▶ **Source records**
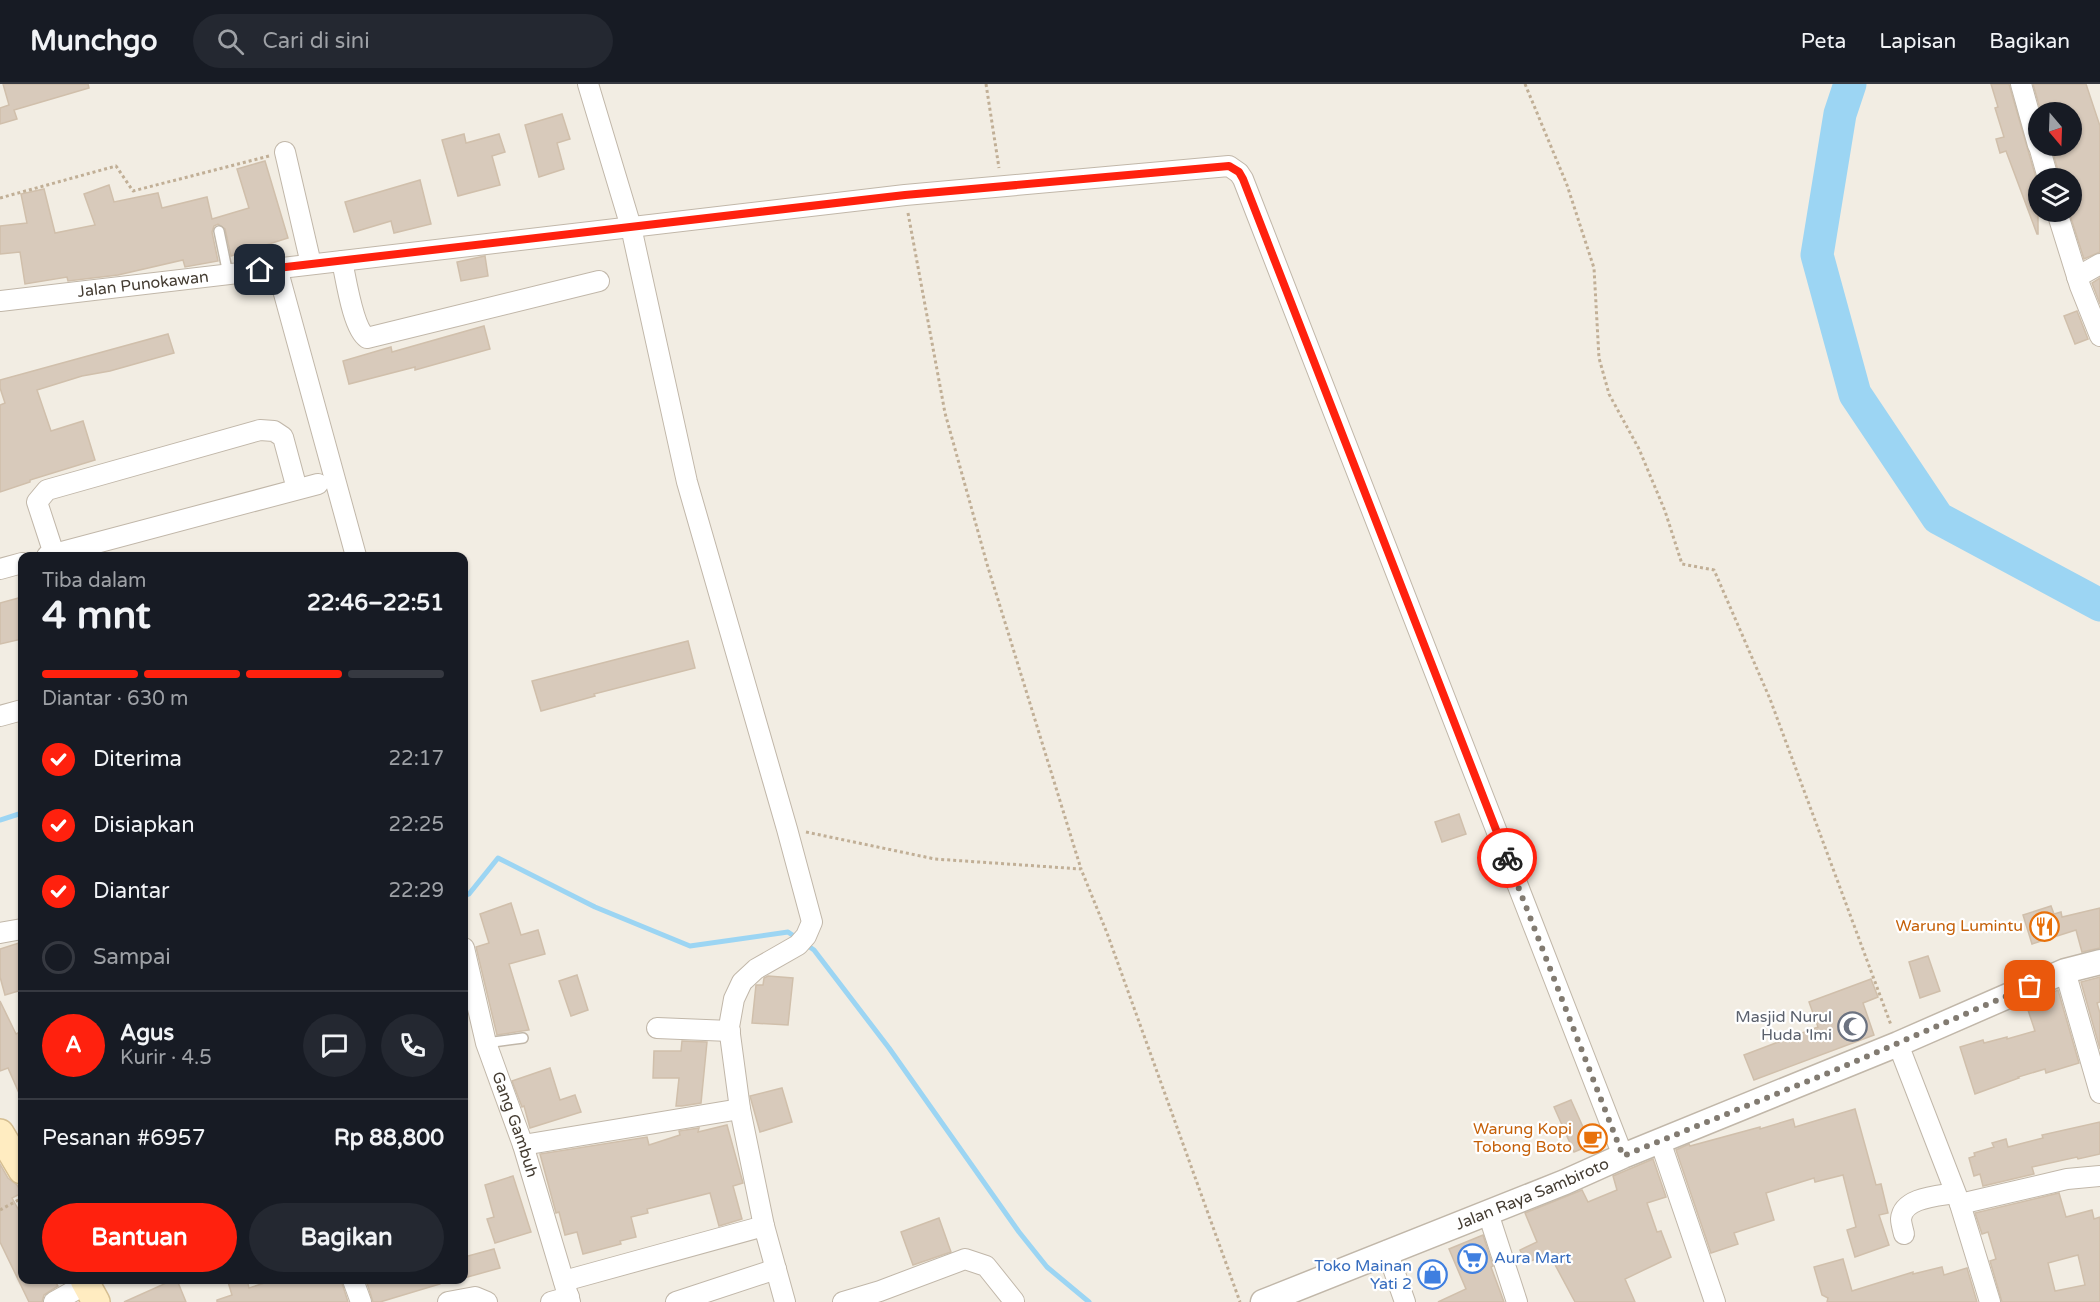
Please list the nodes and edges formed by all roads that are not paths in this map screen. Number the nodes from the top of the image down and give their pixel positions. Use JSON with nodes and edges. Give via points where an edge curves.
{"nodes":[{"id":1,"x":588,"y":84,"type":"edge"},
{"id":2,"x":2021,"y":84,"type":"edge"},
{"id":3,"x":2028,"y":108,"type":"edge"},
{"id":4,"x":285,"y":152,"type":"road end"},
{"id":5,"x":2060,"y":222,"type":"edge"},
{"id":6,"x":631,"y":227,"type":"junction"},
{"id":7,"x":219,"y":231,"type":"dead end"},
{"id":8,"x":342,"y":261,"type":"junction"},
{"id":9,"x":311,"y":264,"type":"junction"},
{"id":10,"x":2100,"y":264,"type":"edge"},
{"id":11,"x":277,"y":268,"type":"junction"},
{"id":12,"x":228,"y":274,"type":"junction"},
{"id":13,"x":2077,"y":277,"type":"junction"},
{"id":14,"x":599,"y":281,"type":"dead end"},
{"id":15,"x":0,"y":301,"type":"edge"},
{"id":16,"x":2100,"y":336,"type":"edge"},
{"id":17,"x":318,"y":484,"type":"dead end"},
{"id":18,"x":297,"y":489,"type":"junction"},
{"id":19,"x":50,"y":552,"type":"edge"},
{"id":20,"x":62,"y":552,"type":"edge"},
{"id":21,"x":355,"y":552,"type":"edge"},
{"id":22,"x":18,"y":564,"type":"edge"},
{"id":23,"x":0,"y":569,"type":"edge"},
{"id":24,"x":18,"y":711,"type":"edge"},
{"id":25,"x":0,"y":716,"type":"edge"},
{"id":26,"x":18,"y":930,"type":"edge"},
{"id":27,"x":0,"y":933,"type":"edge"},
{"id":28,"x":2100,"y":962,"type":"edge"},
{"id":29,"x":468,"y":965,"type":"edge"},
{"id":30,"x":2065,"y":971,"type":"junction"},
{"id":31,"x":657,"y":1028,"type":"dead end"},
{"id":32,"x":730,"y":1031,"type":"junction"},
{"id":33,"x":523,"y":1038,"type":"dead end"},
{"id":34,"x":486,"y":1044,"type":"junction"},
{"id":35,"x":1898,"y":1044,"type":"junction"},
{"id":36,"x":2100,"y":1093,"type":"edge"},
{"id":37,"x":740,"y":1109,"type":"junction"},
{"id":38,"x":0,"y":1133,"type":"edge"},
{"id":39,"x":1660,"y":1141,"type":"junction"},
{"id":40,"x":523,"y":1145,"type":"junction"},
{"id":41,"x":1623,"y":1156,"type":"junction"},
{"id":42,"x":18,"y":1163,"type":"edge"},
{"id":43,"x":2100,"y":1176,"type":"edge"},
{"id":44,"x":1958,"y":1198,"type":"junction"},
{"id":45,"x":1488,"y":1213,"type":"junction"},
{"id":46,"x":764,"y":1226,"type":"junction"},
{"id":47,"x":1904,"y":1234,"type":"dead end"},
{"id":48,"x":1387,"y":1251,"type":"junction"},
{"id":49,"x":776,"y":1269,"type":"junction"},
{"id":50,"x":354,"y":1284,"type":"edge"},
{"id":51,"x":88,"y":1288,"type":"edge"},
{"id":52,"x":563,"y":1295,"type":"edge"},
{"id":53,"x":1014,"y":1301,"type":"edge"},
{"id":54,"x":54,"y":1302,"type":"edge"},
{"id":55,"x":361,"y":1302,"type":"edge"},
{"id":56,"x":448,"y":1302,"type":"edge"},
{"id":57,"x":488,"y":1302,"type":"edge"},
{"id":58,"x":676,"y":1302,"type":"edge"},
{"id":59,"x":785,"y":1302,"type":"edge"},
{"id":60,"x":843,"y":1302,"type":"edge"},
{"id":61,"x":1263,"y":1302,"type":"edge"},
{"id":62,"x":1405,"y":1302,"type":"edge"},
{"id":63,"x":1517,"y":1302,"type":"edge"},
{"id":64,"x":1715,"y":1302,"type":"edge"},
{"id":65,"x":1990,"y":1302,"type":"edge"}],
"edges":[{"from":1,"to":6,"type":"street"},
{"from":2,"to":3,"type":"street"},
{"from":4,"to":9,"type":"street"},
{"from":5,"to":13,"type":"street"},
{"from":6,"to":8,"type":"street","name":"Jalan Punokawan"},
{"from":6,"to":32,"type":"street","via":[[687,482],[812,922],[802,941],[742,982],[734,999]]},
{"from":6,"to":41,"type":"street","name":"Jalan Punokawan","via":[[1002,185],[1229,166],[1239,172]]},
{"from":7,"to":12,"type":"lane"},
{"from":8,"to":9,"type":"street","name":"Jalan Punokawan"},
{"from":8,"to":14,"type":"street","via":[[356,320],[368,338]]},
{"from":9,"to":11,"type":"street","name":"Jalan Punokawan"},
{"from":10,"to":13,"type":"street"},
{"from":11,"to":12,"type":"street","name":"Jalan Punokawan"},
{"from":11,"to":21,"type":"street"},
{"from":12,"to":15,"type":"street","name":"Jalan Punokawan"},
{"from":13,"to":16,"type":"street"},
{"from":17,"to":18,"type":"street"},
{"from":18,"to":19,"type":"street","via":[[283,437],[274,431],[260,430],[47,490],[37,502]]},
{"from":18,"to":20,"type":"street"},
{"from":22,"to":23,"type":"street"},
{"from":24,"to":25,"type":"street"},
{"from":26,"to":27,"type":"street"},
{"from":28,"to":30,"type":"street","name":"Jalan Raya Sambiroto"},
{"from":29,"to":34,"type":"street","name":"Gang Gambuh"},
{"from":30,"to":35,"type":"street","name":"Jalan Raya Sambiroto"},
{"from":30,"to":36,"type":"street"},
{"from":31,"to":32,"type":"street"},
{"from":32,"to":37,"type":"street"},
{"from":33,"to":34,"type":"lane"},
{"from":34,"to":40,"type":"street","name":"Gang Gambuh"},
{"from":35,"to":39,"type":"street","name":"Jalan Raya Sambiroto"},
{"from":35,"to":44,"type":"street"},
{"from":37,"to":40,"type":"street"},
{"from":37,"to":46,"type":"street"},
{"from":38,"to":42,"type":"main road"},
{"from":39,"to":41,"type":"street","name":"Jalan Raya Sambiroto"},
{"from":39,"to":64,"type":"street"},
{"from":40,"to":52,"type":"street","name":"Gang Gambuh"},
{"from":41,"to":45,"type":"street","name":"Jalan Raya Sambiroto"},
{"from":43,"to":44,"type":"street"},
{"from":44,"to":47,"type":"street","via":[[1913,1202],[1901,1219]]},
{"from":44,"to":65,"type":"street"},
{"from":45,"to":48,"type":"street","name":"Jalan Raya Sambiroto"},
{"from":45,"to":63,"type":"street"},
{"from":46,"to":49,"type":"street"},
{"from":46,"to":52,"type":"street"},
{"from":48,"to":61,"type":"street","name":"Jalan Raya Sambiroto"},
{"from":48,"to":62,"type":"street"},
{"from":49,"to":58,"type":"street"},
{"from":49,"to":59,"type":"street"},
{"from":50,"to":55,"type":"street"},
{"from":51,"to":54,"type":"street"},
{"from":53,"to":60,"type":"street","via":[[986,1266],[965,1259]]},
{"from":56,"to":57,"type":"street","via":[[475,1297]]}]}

▶ **Instructions to follow**
Without the pictures, please output every record exactly.

▶ **Answer area**
Please list the nodes and edges formed by all roads that are not paths in this map screen. Number the nodes from the top of the image down and give their pixel positions. Use JSON with nodes and edges. Give via points where an edge curves.
{"nodes":[{"id":1,"x":588,"y":84,"type":"edge"},
{"id":2,"x":2021,"y":84,"type":"edge"},
{"id":3,"x":2028,"y":108,"type":"edge"},
{"id":4,"x":285,"y":152,"type":"road end"},
{"id":5,"x":2060,"y":222,"type":"edge"},
{"id":6,"x":631,"y":227,"type":"junction"},
{"id":7,"x":219,"y":231,"type":"dead end"},
{"id":8,"x":342,"y":261,"type":"junction"},
{"id":9,"x":311,"y":264,"type":"junction"},
{"id":10,"x":2100,"y":264,"type":"edge"},
{"id":11,"x":277,"y":268,"type":"junction"},
{"id":12,"x":228,"y":274,"type":"junction"},
{"id":13,"x":2077,"y":277,"type":"junction"},
{"id":14,"x":599,"y":281,"type":"dead end"},
{"id":15,"x":0,"y":301,"type":"edge"},
{"id":16,"x":2100,"y":336,"type":"edge"},
{"id":17,"x":318,"y":484,"type":"dead end"},
{"id":18,"x":297,"y":489,"type":"junction"},
{"id":19,"x":50,"y":552,"type":"edge"},
{"id":20,"x":62,"y":552,"type":"edge"},
{"id":21,"x":355,"y":552,"type":"edge"},
{"id":22,"x":18,"y":564,"type":"edge"},
{"id":23,"x":0,"y":569,"type":"edge"},
{"id":24,"x":18,"y":711,"type":"edge"},
{"id":25,"x":0,"y":716,"type":"edge"},
{"id":26,"x":18,"y":930,"type":"edge"},
{"id":27,"x":0,"y":933,"type":"edge"},
{"id":28,"x":2100,"y":962,"type":"edge"},
{"id":29,"x":468,"y":965,"type":"edge"},
{"id":30,"x":2065,"y":971,"type":"junction"},
{"id":31,"x":657,"y":1028,"type":"dead end"},
{"id":32,"x":730,"y":1031,"type":"junction"},
{"id":33,"x":523,"y":1038,"type":"dead end"},
{"id":34,"x":486,"y":1044,"type":"junction"},
{"id":35,"x":1898,"y":1044,"type":"junction"},
{"id":36,"x":2100,"y":1093,"type":"edge"},
{"id":37,"x":740,"y":1109,"type":"junction"},
{"id":38,"x":0,"y":1133,"type":"edge"},
{"id":39,"x":1660,"y":1141,"type":"junction"},
{"id":40,"x":523,"y":1145,"type":"junction"},
{"id":41,"x":1623,"y":1156,"type":"junction"},
{"id":42,"x":18,"y":1163,"type":"edge"},
{"id":43,"x":2100,"y":1176,"type":"edge"},
{"id":44,"x":1958,"y":1198,"type":"junction"},
{"id":45,"x":1488,"y":1213,"type":"junction"},
{"id":46,"x":764,"y":1226,"type":"junction"},
{"id":47,"x":1904,"y":1234,"type":"dead end"},
{"id":48,"x":1387,"y":1251,"type":"junction"},
{"id":49,"x":776,"y":1269,"type":"junction"},
{"id":50,"x":354,"y":1284,"type":"edge"},
{"id":51,"x":88,"y":1288,"type":"edge"},
{"id":52,"x":563,"y":1295,"type":"edge"},
{"id":53,"x":1014,"y":1301,"type":"edge"},
{"id":54,"x":54,"y":1302,"type":"edge"},
{"id":55,"x":361,"y":1302,"type":"edge"},
{"id":56,"x":448,"y":1302,"type":"edge"},
{"id":57,"x":488,"y":1302,"type":"edge"},
{"id":58,"x":676,"y":1302,"type":"edge"},
{"id":59,"x":785,"y":1302,"type":"edge"},
{"id":60,"x":843,"y":1302,"type":"edge"},
{"id":61,"x":1263,"y":1302,"type":"edge"},
{"id":62,"x":1405,"y":1302,"type":"edge"},
{"id":63,"x":1517,"y":1302,"type":"edge"},
{"id":64,"x":1715,"y":1302,"type":"edge"},
{"id":65,"x":1990,"y":1302,"type":"edge"}],
"edges":[{"from":1,"to":6,"type":"street"},
{"from":2,"to":3,"type":"street"},
{"from":4,"to":9,"type":"street"},
{"from":5,"to":13,"type":"street"},
{"from":6,"to":8,"type":"street","name":"Jalan Punokawan"},
{"from":6,"to":32,"type":"street","via":[[687,482],[812,922],[802,941],[742,982],[734,999]]},
{"from":6,"to":41,"type":"street","name":"Jalan Punokawan","via":[[1002,185],[1229,166],[1239,172]]},
{"from":7,"to":12,"type":"lane"},
{"from":8,"to":9,"type":"street","name":"Jalan Punokawan"},
{"from":8,"to":14,"type":"street","via":[[356,320],[368,338]]},
{"from":9,"to":11,"type":"street","name":"Jalan Punokawan"},
{"from":10,"to":13,"type":"street"},
{"from":11,"to":12,"type":"street","name":"Jalan Punokawan"},
{"from":11,"to":21,"type":"street"},
{"from":12,"to":15,"type":"street","name":"Jalan Punokawan"},
{"from":13,"to":16,"type":"street"},
{"from":17,"to":18,"type":"street"},
{"from":18,"to":19,"type":"street","via":[[283,437],[274,431],[260,430],[47,490],[37,502]]},
{"from":18,"to":20,"type":"street"},
{"from":22,"to":23,"type":"street"},
{"from":24,"to":25,"type":"street"},
{"from":26,"to":27,"type":"street"},
{"from":28,"to":30,"type":"street","name":"Jalan Raya Sambiroto"},
{"from":29,"to":34,"type":"street","name":"Gang Gambuh"},
{"from":30,"to":35,"type":"street","name":"Jalan Raya Sambiroto"},
{"from":30,"to":36,"type":"street"},
{"from":31,"to":32,"type":"street"},
{"from":32,"to":37,"type":"street"},
{"from":33,"to":34,"type":"lane"},
{"from":34,"to":40,"type":"street","name":"Gang Gambuh"},
{"from":35,"to":39,"type":"street","name":"Jalan Raya Sambiroto"},
{"from":35,"to":44,"type":"street"},
{"from":37,"to":40,"type":"street"},
{"from":37,"to":46,"type":"street"},
{"from":38,"to":42,"type":"main road"},
{"from":39,"to":41,"type":"street","name":"Jalan Raya Sambiroto"},
{"from":39,"to":64,"type":"street"},
{"from":40,"to":52,"type":"street","name":"Gang Gambuh"},
{"from":41,"to":45,"type":"street","name":"Jalan Raya Sambiroto"},
{"from":43,"to":44,"type":"street"},
{"from":44,"to":47,"type":"street","via":[[1913,1202],[1901,1219]]},
{"from":44,"to":65,"type":"street"},
{"from":45,"to":48,"type":"street","name":"Jalan Raya Sambiroto"},
{"from":45,"to":63,"type":"street"},
{"from":46,"to":49,"type":"street"},
{"from":46,"to":52,"type":"street"},
{"from":48,"to":61,"type":"street","name":"Jalan Raya Sambiroto"},
{"from":48,"to":62,"type":"street"},
{"from":49,"to":58,"type":"street"},
{"from":49,"to":59,"type":"street"},
{"from":50,"to":55,"type":"street"},
{"from":51,"to":54,"type":"street"},
{"from":53,"to":60,"type":"street","via":[[986,1266],[965,1259]]},
{"from":56,"to":57,"type":"street","via":[[475,1297]]}]}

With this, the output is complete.